Un buon modo questo per attirare l’attenzione sulla mancanza di linearità nella produzione delle offerte di soggiorno che i nostri operatori hanno rispetto ai mezzi di comunicazione utilizzati. Ed ecco quindi che succede che si rischia di mandare in confusione il nostro potenziale ospite se, ad esempio, si trova di fronte una di quelle 7 strutture che hanno dato quattro tariffe diverse (una sul booking proprietario, una per telefono, una per mail, una attraverso l’OTA).

Devono infine far riflettere quelle 8 (su 50, quindi il 16%) che non hanno risposto alle mail, quelle 9 (18%) col numero di telefono errato su Trivago.it e quei 5 (su 34, quindi il 14,70%) che al telefono non hanno saputo formulare un’offerta.

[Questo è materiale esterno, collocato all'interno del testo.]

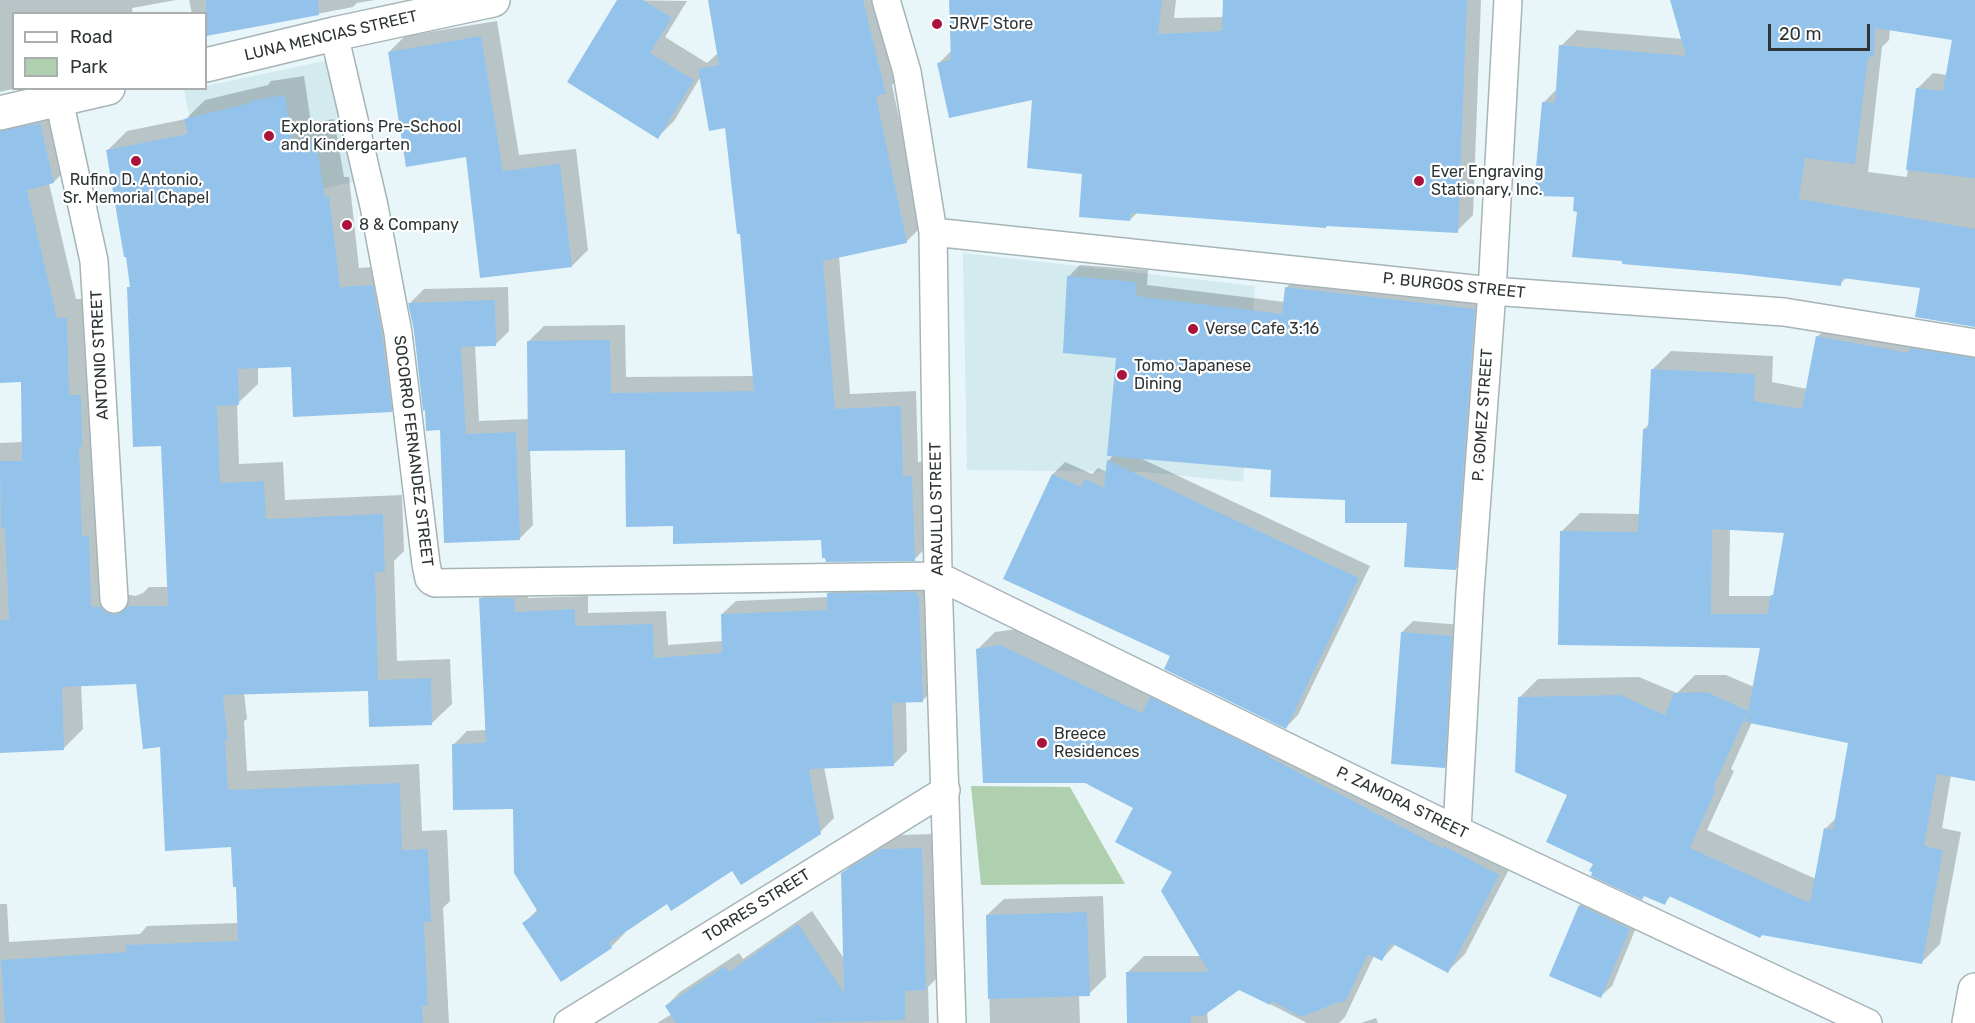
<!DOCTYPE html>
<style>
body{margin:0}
#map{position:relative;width:1975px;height:1023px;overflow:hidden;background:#e8f6f9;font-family:Rubik,sans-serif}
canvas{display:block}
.legend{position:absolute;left:12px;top:12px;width:195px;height:78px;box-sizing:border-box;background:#fff;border:2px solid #abaeae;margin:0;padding:8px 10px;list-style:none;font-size:18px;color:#2e3435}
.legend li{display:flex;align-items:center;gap:12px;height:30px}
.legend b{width:30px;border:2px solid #abaeae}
.scale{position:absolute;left:1768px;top:24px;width:102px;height:27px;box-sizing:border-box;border:3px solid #2e3435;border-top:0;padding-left:8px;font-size:18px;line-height:21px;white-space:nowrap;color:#2e3435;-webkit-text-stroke:4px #fff;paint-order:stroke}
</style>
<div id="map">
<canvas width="1975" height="1023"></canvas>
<ul class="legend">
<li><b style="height:8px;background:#fff"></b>Road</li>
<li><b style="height:16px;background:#aed0af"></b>Park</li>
</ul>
<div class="scale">20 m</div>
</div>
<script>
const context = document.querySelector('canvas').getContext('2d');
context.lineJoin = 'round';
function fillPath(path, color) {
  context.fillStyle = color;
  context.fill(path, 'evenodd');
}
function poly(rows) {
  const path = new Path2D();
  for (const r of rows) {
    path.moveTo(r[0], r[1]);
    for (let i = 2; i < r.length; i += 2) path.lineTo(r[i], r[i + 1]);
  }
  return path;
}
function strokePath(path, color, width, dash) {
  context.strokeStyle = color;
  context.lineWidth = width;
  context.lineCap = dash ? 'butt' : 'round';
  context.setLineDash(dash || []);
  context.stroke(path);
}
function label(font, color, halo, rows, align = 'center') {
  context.font = font + ' Rubik,sans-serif';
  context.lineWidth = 4.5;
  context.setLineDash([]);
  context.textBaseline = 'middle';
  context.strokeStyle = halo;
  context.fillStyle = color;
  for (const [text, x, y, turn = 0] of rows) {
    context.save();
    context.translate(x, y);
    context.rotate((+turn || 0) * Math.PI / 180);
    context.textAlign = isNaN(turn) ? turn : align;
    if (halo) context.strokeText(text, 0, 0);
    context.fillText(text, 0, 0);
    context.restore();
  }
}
const built = poly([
 [329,60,354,182,209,212,184,90,206,88,206,86],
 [963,253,1255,286,1243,482,1145,472,967,470]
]);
const green = poly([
 [971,786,1070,787,1125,884,981,885]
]);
const shadow = poly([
 [0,0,176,0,132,8,133,14,14,14,14,88,16,88,0,92],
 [189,0,375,0,357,3,353,7,206,35,206,14,192,14],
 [619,0,687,1,665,37,707,63,718,53,709,0,882,0,901,77,892,85,922,226,906,242,839,256,850,394,916,391,918,462,927,461,930,543,915,559,823,539,674,525,627,449,530,450,533,525,519,539,426,409,410,303,424,289,508,287,509,331,495,345,475,345,479,421,529,419,528,342,544,326,625,325,626,377,755,376,742,232,727,127,701,76,674,121,658,137],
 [950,0,1176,0,1174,18,1224,17,1225,0,1481,0,1473,215,1457,231,1328,225,1326,227,1138,212,1130,220,1084,172,1033,98,939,63,952,50],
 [1671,0,1975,0,1975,327,1922,286,1847,277,1840,284,1578,210,1576,195,1544,102,1557,89,1561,46,1577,30,1683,39],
 [1890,29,1953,39,1947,75,1933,73,1917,89,1907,177,1868,172,1882,47,1889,40],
 [497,21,519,155,576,149,588,250,572,266,467,155,389,52,405,36],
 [304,76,311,123,334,119,344,177,349,177,359,268,392,266,411,391,391,411,293,366,258,367,258,384,237,404,239,464,283,462,285,500,402,495,404,551,394,561,397,661,450,659,452,704,432,723,370,689,244,693,247,719,244,721,247,771,419,764,422,831,447,830,450,901,443,908,449,1023,0,1023,0,904,7,904,9,942,140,934,147,926,238,923,237,885,232,846,161,746,137,683,81,684,83,729,63,749,0,751,0,443,23,442,22,381,0,381,0,126,61,113,73,162,54,182,49,183,76,299,87,299,126,594,135,596,143,593,149,587,169,587,163,445,129,288,131,286,128,255,107,151,127,131,186,119,205,100,268,85,271,81],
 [1080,265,1148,270,1147,285,1285,302,1286,288,1298,276,1486,298,1467,557,1455,569,1408,522,1272,468,1138,457,1370,566,1298,715,1286,727,1173,656,1005,578,1053,474,1065,462,1092,474,1098,468,1107,472,1108,461,1114,455,1117,357,1069,276],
 [1836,318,1975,337,1975,780,1951,775,1942,828,1961,832,1940,944,1922,962,1672,895,1664,903,1595,863,1569,795,1519,698,1538,679,1639,677,1677,693,1695,675,1726,675,1754,687,1762,647,1562,531,1580,513,1640,514,1644,429,1650,423,1653,369,1671,351,1773,356,1772,382,1807,389,1817,337],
 [1730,529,1786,532,1775,593,1772,596,1729,596],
 [1752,722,1850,741,1837,817,1825,829,1816,879,1707,830,1734,771,1731,769],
 [930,579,936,687,922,701,906,701,907,751,894,764,824,767,834,818,820,832,732,868,667,902,624,931,625,933,611,947,524,923,538,909,515,808,453,745,467,731,487,730,481,599,495,585,527,585,528,598,588,596,588,613,666,611,668,645,723,641,722,614,736,601,828,597,828,594,842,580],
 [1413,621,1462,625,1455,756,1444,767,1402,632],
 [1017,629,1515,858,1465,954,1448,971,1396,944,1381,960,1374,956,1345,1017,1339,1023,1307,1023,1239,988,1207,1010,1208,1023,1129,1023,1127,973,1144,956,1201,956,1174,871,1135,807,978,649,995,632],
 [936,834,940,975,928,987,929,1023,657,1023,672,1014,666,1006,680,992,739,953,743,959,812,911,845,960,842,874,857,860,896,835],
 [1591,895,1640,918,1612,986,1601,996,1551,975,1580,905],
 [1103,896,1106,977,1089,994,1079,995,1080,1023,990,1023,987,915,1004,899],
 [1376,1018,1378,1023,1361,1023]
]);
const building = poly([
 [206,0,318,0,319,15,206,36],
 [617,0,643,0,672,18,650,53,694,80,658,139,567,82],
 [708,0,863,0,886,94,876,96,907,243,823,261,835,409,901,406,903,477,912,476,915,561,826,562,825,558,822,558,821,540,673,544,673,526,626,527,625,450,528,451,527,341,610,340,611,393,754,391,740,234,737,234,725,128,709,131,698,69,719,65],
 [949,0,1162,0,1158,34,1222,31,1223,0,1467,0,1458,233,1326,226,1326,228,1131,213,1130,221,1079,217,1082,174,1027,168,1032,100,949,118,937,63,951,60],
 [1670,0,1975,0,1975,178,1906,170,1916,88,1943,91,1952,40,1875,28,1874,57,1868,57,1855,164,1805,158,1799,199,1975,229,1975,327,1915,317,1920,288,1842,278,1841,286,1740,274,1622,264,1622,261,1572,257,1577,212,1573,211,1574,197,1535,196,1536,168,1542,102,1555,103,1559,45,1686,56],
 [481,36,503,171,560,164,572,267,480,278,466,157,406,167,388,52],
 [285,95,292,141,315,138,325,196,329,196,340,287,373,285,382,335,392,412,293,417,291,367,238,369,239,405,217,406,220,483,264,481,266,519,383,514,385,572,375,572,378,680,431,678,432,725,369,727,368,691,223,695,228,740,225,740,228,790,400,783,402,850,428,849,431,922,424,922,428,1006,422,1006,423,1023,5,1023,1,960,126,952,126,945,238,941,236,887,233,887,231,847,165,851,160,747,143,749,136,684,62,687,64,750,0,753,0,620,9,620,5,528,1,528,0,461,22,461,21,382,0,383,0,131,40,123,54,183,27,190,57,318,67,318,69,395,81,395,82,446,79,447,82,536,89,536,91,607,101,607,106,613,116,615,122,612,128,606,168,606,161,446,133,447,127,287,130,287,126,257,124,257,106,150,188,134,184,119,250,103,250,101],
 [1067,276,1137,282,1136,296,1282,314,1285,287,1475,309,1456,570,1404,567,1407,523,1345,523,1345,500,1270,497,1271,470,1107,456,1116,358,1063,353],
 [495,300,496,346,461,347,466,434,516,432,520,540,444,543,440,430,426,431,425,410,423,411,414,331,408,303],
 [1816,336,1909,353,1910,348,1975,358,1975,781,1937,774,1924,846,1943,850,1922,964,1762,935,1760,938,1669,896,1665,905,1644,896,1642,900,1591,876,1592,872,1589,871,1593,864,1546,842,1567,795,1515,772,1518,697,1620,695,1665,715,1674,693,1707,692,1748,711,1760,648,1558,645,1560,531,1638,532,1643,429,1648,429,1651,369,1755,374,1754,401,1802,409],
 [1712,529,1784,533,1773,595,1771,595,1767,614,1711,614],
 [1747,713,1745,722,1848,743,1833,830,1824,828,1810,903,1690,848,1716,789,1713,788],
 [1107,460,1359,578,1286,729,1164,669,1170,656,1003,579,1052,474,1081,487,1085,479,1104,488],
 [916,592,917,597,919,597,923,702,892,703,894,766,809,769,821,834,741,885,732,871,671,911,667,904,609,943,612,948,561,982,522,923,538,912,514,873,513,809,453,810,452,744,486,743,479,598,514,598,515,612,575,609,575,626,653,624,654,658,722,653,721,614,827,610,827,593],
 [1401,632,1452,636,1445,768,1391,764],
 [1000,645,1142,713,1150,697,1270,756,1267,756,1442,848,1444,846,1499,875,1448,973,1391,943,1382,961,1368,954,1345,1002,1339,1002,1304,1016,1299,1016,1272,1001,1270,1005,1239,990,1203,1016,1191,1016,1191,1023,1127,1023,1126,972,1209,972,1161,891,1172,872,1115,842,1133,808,1085,783,983,783,976,649],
 [922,848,926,990,905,991,905,1020,808,1023,676,1023,665,1006,725,966,729,972,798,924,844,993,841,873,881,849],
 [1579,905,1630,929,1601,998,1549,976],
 [1087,912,1090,996,988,999,986,915]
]);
const minor = poly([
 [886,0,907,72,933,232,938,576,952,1023],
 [334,34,374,206,398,333,426,564,429,579,431,581,435,583,938,576,1457,830,1868,1023],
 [59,100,94,261,114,599],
 [933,232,1492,291,1784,312,1975,343],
 [1457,830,1470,592,1492,291,1508,0],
 [568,1023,946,790]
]);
const tertiary = poly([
 [1969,1023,1975,990]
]);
const secondary = poly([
 [206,65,334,34,493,0],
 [0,113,108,88]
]);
const markers = [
 [937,24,6,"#aa143c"],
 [269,136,6,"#aa143c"],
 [136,161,6,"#aa143c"],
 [1419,181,6,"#aa143c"],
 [347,225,6,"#aa143c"],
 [1193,329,6,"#aa143c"],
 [1122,375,6,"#aa143c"],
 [1042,743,6,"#aa143c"]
];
const poiNames = [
 ["JRVF Store",949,24],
 ["Explorations Pre-School",281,127],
 ["and Kindergarten",281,145],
 ["Ever Engraving",1431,172],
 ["Stationary, Inc.",1431,190],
 ["Rufino D. Antonio,",136,180,"center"],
 ["Sr. Memorial Chapel",136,198,"center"],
 ["8 & Company",359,225],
 ["Verse Cafe 3:16",1205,329],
 ["Tomo Japanese",1134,366],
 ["Dining",1134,384],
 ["Breece",1054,734],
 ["Residences",1054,752]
];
const streetNames = [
 ["LUNA MENCIAS STREET",331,36,-13],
 ["P. BURGOS STREET",1454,286,6],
 ["ANTONIO STREET",100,355,-93],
 ["P. GOMEZ STREET",1483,415,-86],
 ["SOCORRO FERNANDEZ STREET",413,451,83],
 ["ARAULLO STREET",937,509,-91],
 ["P. ZAMORA STREET",1402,803,26],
 ["TORRES STREET",757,906,-32]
];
fillPath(built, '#d3eaef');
fillPath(green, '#aed0af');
fillPath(shadow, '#0003');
fillPath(building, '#93c3ea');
strokePath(minor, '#a6b4b7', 30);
strokePath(tertiary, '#a6b4b7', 36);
strokePath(secondary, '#a6b4b7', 36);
strokePath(minor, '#fff', 27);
strokePath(tertiary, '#fff', 33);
strokePath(secondary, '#fff', 33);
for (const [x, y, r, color] of markers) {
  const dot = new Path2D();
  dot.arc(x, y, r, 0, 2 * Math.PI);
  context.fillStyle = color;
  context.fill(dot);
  strokePath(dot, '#fff', 2);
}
label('16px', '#2e3435', '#fff', poiNames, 'left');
label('16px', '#2e3435', '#fff', streetNames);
</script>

Considerato che la ricerca è stata effettuata in luglio, momento topico della stagione estiva, questi casi stanno a significare che c’è qualche ombra, anche abbastanza importante e assolutamente da eliminare, nell’imprenditorialità turistica locale.



Comunque una buona pratica, l’intera ricerca presentata a #BMO14 affinché gli operatori si guardino un po’ allo specchio; un po’ come studenti che, dopo aver studiato per un esame, fanno un po’ di sano ripasso.